Изменить размер шрифта - +

— А моя тетя умерла, — сказал он.

Как всегда, занял папино кресло. И мотнул головой — головой могучего младенца.

— Которая в Ливерпуле?

— Ага.

— Что же, прими, как говорится. Хотя она уже совсем старая была, надо думать.

— Семьдесят четыре годочка.

Кажется, ему было очень тяжело. Явно от горя, от чего ж еще, пошла такими складками эта могучая шея.

— Но ты хотя бы, — сказал я, — в последние годы, наверно, как следует о ней заботился. У нее, по крайней мере, были свои маленькие радости.

— Не-а, ничего я для нее не делал. Ни пенни ей не посылал.

Я его оглядел. Совсем больной. Черные губы.

— Но ты, наверно, собирался. Просто руки не дошли, — рискнул я; я думал, это он от угрызений совести так омрачился.

— Нет, — он сказал, — не мог я. Денег не было. Не по карману. И она ж такая самостоятельная всегда была.

Ну каков мерзавец, подобного я даже от него не ожидал.

— Черт побери, Илья, — меня просто взорвало. — Она же тебя приютила, если бы не она, тебя убили бы вместе со всей твоей семьей в этой твоей…

— Ладно, не было у меня никогда столько, сколько ты воображал. Много ль огребешь в полицейском участке.

— В полицейском участке! — я уже визжал.

Он мне бросил глубоко оскорбленный взгляд.

— Ты не ухватываешь, Эдмунд. Тетя умерла до всей этой чертовни. Она уже три года как умерла.

— Три года?

— Ну. Может, три с половиной.

Я попытался понять:

— Так ты, значит, только что получил известие? Тебе только что сообщили?

— Да нет. Все я узнал сразу, как случилось.

Я совсем запутался:

— Но ты ничего не говорил.

— А цель-то? Ты что, ее знал? Никто ее не знал. Я и сам ее не знал почти что. И кто она такая? Обыкновенная старуха.
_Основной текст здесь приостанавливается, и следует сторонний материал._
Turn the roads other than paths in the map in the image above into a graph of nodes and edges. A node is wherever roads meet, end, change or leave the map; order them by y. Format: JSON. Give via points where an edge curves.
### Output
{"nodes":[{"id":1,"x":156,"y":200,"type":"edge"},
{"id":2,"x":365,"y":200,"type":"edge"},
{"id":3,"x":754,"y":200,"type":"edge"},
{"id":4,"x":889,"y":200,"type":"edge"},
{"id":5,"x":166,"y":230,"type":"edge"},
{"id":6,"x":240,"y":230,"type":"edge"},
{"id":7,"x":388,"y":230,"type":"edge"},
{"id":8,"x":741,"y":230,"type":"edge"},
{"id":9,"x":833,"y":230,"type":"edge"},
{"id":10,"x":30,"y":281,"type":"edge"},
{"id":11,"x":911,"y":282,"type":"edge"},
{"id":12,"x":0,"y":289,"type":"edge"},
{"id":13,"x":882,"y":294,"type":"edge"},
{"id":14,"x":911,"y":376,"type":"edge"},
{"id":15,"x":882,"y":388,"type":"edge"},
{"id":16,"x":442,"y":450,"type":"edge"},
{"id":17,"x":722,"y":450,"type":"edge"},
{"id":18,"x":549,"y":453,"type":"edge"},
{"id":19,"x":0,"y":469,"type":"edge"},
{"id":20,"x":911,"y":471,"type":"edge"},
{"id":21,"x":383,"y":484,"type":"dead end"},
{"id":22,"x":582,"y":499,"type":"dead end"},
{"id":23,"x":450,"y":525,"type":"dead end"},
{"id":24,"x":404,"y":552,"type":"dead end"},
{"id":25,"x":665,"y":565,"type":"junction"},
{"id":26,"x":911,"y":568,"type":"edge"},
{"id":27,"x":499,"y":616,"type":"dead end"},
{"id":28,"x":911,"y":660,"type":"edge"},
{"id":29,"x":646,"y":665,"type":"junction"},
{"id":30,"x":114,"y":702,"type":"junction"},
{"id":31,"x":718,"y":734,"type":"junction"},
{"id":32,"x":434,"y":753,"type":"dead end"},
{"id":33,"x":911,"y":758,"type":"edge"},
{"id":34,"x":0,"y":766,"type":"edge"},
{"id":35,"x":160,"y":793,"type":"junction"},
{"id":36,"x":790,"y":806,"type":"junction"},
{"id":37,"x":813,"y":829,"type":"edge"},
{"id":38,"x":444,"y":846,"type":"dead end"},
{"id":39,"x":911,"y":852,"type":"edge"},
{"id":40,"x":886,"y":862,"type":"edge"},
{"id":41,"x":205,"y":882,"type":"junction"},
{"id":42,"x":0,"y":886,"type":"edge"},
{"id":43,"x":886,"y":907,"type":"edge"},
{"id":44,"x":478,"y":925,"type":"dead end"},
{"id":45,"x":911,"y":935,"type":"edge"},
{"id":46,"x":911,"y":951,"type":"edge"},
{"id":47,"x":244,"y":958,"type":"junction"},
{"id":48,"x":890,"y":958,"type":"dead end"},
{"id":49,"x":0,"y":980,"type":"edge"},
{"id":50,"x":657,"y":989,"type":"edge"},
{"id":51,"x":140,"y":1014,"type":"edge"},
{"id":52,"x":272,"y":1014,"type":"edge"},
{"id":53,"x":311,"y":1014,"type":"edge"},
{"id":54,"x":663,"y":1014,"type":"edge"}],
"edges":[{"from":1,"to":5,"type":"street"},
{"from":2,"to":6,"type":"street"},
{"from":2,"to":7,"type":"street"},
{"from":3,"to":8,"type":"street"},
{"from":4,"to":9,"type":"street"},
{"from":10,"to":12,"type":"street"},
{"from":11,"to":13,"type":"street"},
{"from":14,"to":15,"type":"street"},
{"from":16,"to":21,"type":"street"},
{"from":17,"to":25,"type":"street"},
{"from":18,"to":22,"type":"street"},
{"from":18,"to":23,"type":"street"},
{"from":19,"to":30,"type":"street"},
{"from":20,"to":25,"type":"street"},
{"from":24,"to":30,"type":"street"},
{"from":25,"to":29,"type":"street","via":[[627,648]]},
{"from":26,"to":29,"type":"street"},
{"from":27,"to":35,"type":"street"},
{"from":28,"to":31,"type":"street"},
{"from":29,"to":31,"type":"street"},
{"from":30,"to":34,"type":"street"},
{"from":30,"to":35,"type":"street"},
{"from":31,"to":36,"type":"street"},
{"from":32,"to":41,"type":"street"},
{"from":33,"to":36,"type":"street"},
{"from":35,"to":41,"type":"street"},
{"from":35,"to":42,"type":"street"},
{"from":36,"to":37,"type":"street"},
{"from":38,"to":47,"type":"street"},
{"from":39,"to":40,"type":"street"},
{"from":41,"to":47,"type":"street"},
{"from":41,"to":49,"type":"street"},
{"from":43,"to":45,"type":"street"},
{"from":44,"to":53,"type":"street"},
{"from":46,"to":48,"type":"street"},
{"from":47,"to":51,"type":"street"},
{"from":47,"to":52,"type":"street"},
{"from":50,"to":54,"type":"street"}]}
— Ах, — сказал я злобно, — значит, горе еще только до тебя дошло? Все не хватало времени скорбеть?

— Не любил я ее никогда, — признался он. — Зануда старая. Все говорит и говорит. Уж уехал я от нее, сюда приехал, так она давай писать, все пишет, пишет. Потом я и письма перестал открывать, вообще. Штук двести она мне их написала. Все сберег. Я все сберегаю, мусор даже. Если бедности хлебнешь на заре своей юности, все сберегать научишься. Кто беречь умеет, тот нужды не знает, — он припечатал.

— Раз ты ей не отвечал, как же она продолжала тебе писать?

— А кому ей писать-то. Писать хотелось, а некому, так я рассуждаю. И вот у меня только эти теперь остались. Последняя связочка, и всё. — Он мне показал свой большой потрепанный сигарный ящик.

— Но ты же говоришь, ты их сберег…

— Ну. Но я же их использовал. Слушай, — он сказал, — я теперь пойду, Эдмунд, у меня свидание с Маргарет. То-то крику будет, скажу я вам.

— Что-что? — я ничего не понял.

— Никуда я больше не поеду, пусть как хочет глотку свою дерет. Отъездился. Отныне буду сидеть дома и сочинять стихи. Где-нибудь комнату сниму, может, ту, прежнюю, помнишь, — куда ты тогда приходил?

— Когда я с ног тебя сшиб. А можешь здесь остаться, — сказал я.

— Не-а, — он сказал. — Только не там, где твоя сестрица меня достанет. Мне работать надо.

— Но ты и так работаешь, — сказал я. — Выдаешь на-гора все новые стихи! Просто поразительно.